++++ Data for the task

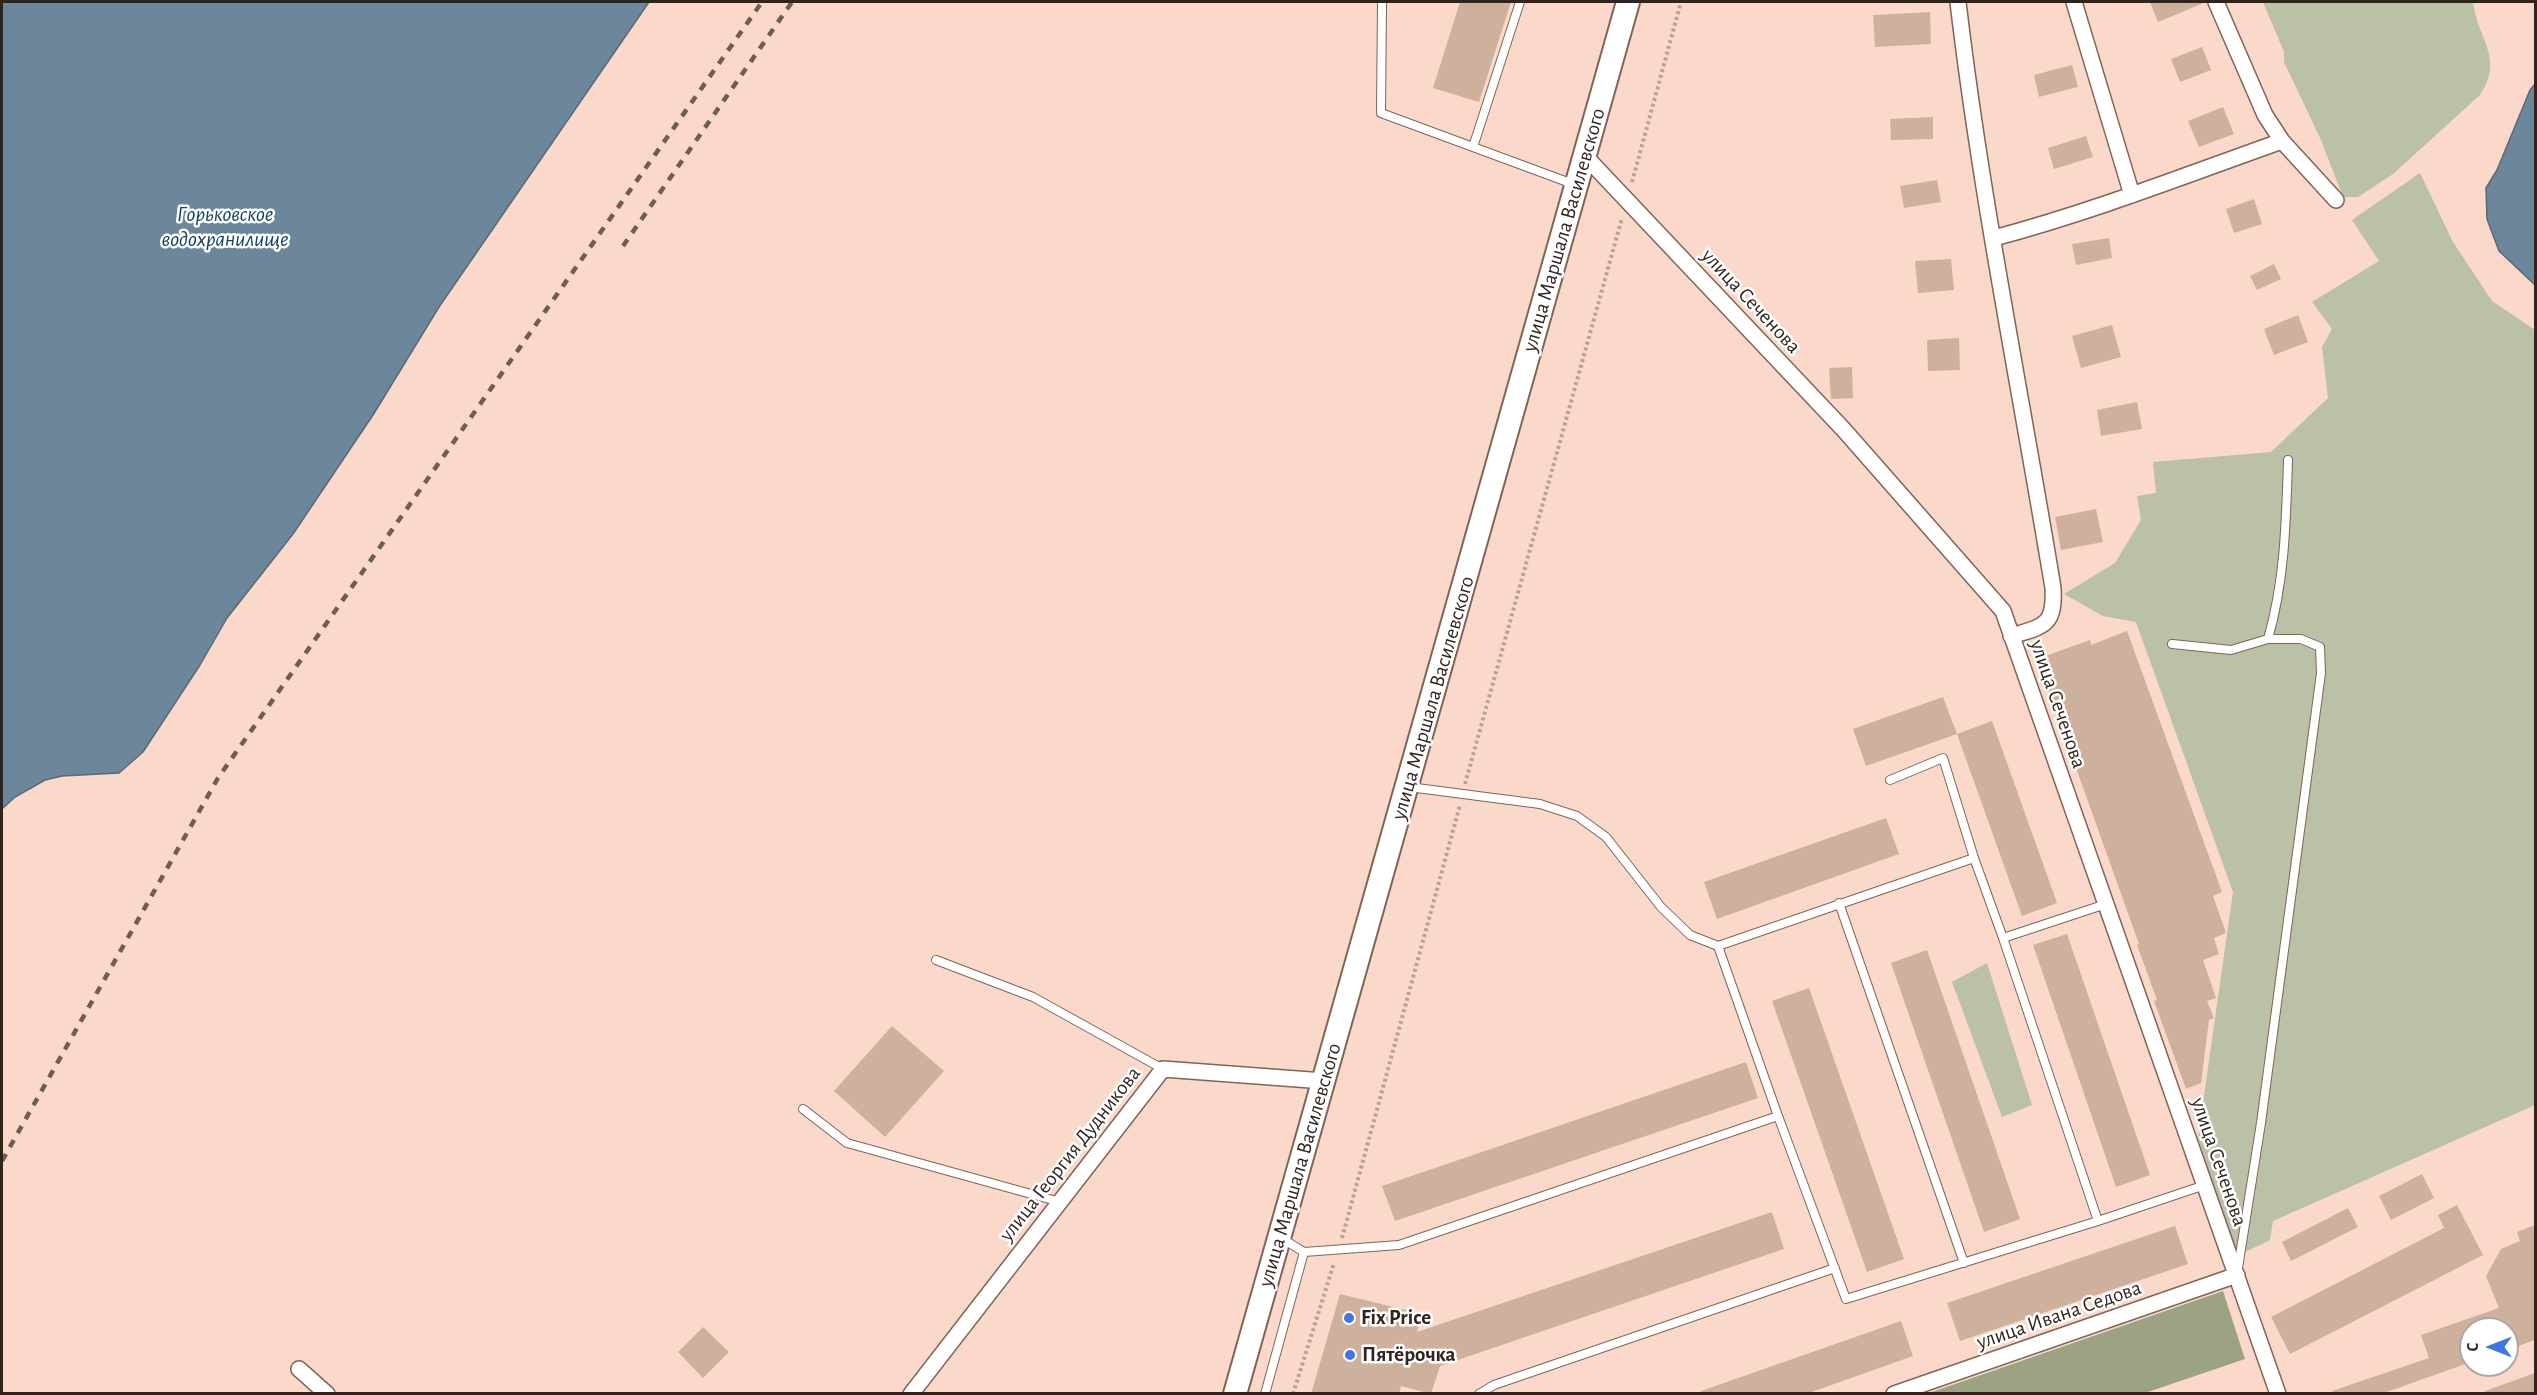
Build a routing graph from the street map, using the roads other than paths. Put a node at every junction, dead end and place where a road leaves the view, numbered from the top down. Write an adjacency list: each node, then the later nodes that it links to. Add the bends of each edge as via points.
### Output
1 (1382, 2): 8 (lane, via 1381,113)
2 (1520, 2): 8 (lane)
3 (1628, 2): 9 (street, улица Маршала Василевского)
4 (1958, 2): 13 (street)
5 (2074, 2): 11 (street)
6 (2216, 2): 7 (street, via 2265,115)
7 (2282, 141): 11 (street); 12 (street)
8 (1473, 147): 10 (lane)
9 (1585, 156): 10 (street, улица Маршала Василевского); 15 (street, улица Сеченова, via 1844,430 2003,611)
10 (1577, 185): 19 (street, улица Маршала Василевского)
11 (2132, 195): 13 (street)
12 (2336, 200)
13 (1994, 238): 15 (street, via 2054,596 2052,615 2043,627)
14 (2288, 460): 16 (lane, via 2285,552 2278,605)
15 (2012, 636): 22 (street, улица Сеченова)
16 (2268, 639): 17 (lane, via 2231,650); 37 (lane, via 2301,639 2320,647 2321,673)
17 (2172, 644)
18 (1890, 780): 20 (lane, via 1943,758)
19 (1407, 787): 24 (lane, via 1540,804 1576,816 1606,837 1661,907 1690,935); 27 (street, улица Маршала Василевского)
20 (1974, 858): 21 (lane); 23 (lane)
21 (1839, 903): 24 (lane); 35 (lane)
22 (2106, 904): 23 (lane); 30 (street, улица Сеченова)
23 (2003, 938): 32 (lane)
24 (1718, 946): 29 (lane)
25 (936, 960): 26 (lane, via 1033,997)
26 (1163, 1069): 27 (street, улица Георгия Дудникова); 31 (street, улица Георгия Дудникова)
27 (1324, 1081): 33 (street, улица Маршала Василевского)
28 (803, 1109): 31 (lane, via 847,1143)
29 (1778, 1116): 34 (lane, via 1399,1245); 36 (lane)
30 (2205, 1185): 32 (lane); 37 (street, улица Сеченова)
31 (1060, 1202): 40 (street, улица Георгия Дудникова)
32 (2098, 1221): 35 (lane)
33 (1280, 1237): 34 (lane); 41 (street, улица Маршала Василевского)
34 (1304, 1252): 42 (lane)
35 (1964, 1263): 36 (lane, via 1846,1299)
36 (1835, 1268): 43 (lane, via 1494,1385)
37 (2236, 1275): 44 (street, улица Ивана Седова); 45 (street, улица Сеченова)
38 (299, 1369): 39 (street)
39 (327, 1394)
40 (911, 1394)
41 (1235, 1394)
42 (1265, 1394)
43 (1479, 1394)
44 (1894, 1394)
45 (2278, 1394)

++++++++
++++ Data for the task

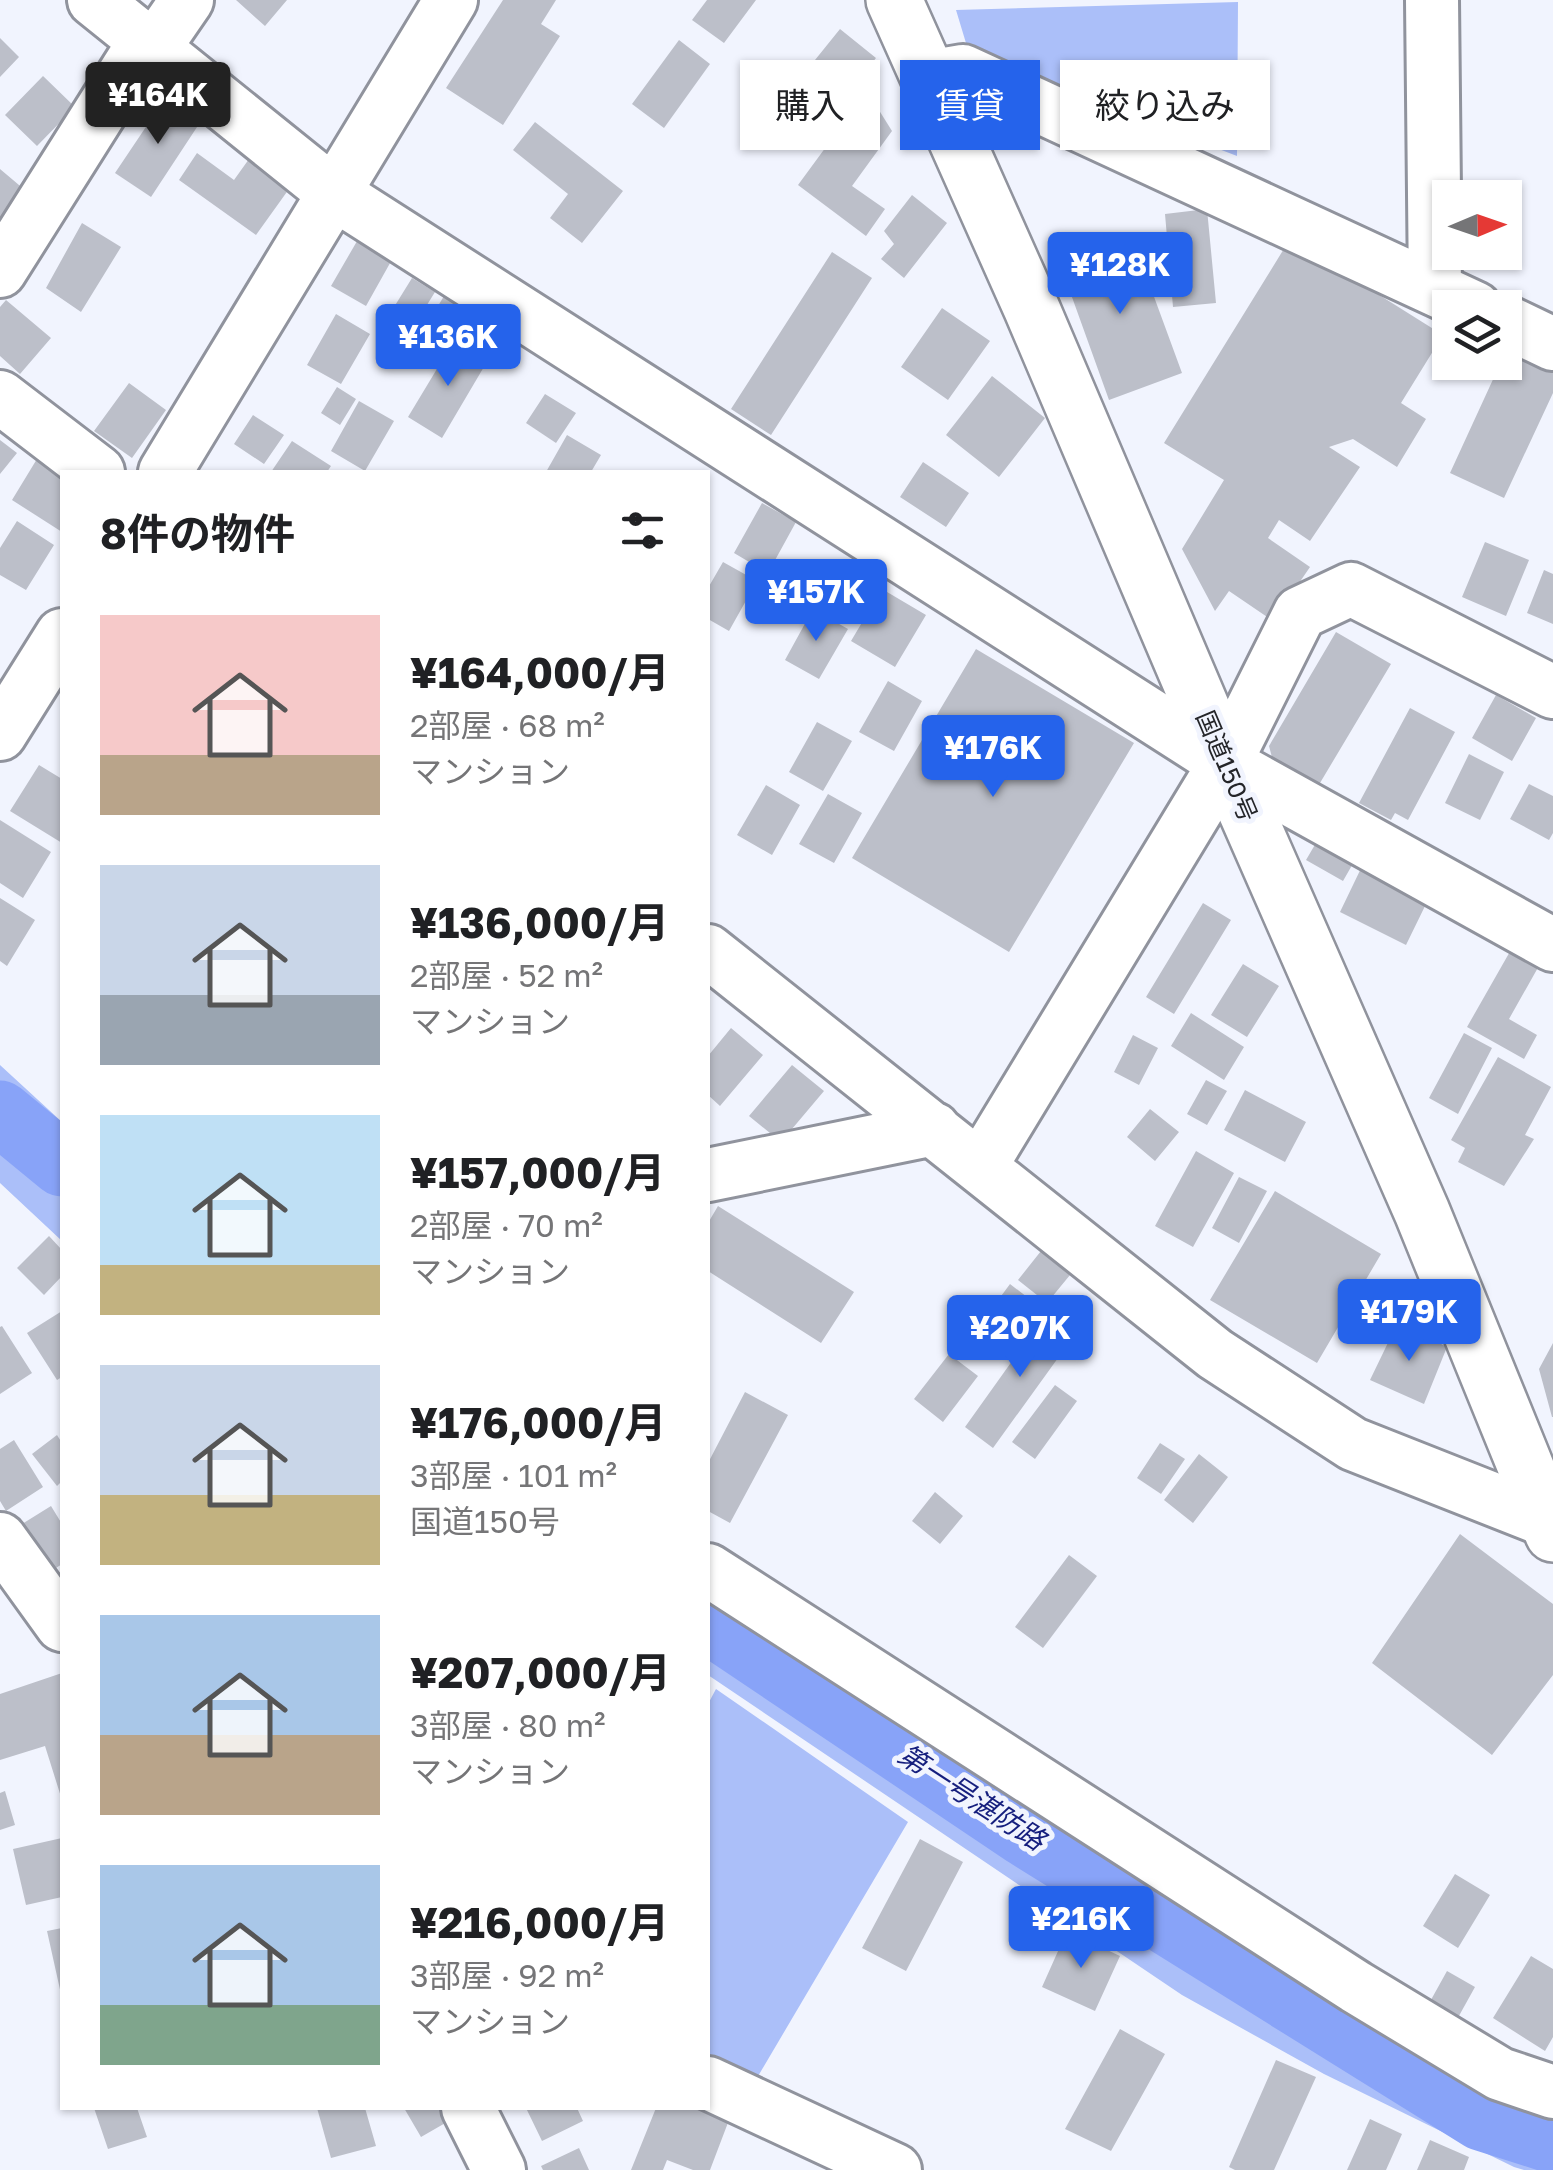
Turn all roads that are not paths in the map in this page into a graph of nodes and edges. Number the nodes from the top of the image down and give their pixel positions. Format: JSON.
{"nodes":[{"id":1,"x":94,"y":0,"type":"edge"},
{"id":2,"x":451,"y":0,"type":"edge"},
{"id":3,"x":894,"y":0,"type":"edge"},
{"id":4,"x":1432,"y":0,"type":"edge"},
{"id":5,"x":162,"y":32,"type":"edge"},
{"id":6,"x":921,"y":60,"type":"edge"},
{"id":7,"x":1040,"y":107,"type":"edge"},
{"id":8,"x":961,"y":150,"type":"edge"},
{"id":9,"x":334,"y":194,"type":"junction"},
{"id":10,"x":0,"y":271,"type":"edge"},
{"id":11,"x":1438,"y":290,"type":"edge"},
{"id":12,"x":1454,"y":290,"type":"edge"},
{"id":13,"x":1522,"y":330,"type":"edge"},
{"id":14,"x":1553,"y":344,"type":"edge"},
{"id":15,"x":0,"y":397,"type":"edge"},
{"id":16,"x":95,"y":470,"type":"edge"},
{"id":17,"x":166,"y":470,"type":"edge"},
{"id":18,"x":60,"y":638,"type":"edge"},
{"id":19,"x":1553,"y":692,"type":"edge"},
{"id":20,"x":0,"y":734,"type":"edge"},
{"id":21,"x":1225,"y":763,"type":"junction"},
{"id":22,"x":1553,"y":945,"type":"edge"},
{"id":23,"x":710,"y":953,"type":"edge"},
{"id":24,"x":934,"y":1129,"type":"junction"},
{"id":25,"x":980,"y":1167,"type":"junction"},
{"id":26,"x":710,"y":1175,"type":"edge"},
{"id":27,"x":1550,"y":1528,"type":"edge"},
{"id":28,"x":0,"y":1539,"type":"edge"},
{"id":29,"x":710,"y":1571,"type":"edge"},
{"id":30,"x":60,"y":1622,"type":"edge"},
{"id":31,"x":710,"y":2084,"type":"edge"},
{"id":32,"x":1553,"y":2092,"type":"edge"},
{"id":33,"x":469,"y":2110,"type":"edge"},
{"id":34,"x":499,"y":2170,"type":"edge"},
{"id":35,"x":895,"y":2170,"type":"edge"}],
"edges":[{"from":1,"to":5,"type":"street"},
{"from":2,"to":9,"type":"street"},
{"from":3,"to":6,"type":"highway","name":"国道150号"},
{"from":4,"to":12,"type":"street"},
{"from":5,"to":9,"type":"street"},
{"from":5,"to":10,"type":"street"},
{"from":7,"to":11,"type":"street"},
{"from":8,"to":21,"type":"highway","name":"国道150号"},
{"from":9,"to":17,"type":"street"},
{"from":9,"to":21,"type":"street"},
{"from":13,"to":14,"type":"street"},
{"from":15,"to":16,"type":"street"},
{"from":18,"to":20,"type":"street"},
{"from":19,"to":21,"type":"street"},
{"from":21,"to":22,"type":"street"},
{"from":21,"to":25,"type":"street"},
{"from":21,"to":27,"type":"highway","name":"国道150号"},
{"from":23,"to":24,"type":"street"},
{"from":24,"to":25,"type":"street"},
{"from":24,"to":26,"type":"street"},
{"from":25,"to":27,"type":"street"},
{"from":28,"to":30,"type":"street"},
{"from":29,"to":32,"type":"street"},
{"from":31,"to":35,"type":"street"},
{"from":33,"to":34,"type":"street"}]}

++++++++

• [Task statement]: Which lines in the listing hold the word "Маршала"? Copy them out.

• [Answer below]:
3 (1628, 2): 9 (street, улица Маршала Василевского)
9 (1585, 156): 10 (street, улица Маршала Василевского); 15 (street, улица Сеченова, via 1844,430 2003,611)
10 (1577, 185): 19 (street, улица Маршала Василевского)
19 (1407, 787): 24 (lane, via 1540,804 1576,816 1606,837 1661,907 1690,935); 27 (street, улица Маршала Василевского)
27 (1324, 1081): 33 (street, улица Маршала Василевского)
33 (1280, 1237): 34 (lane); 41 (street, улица Маршала Василевского)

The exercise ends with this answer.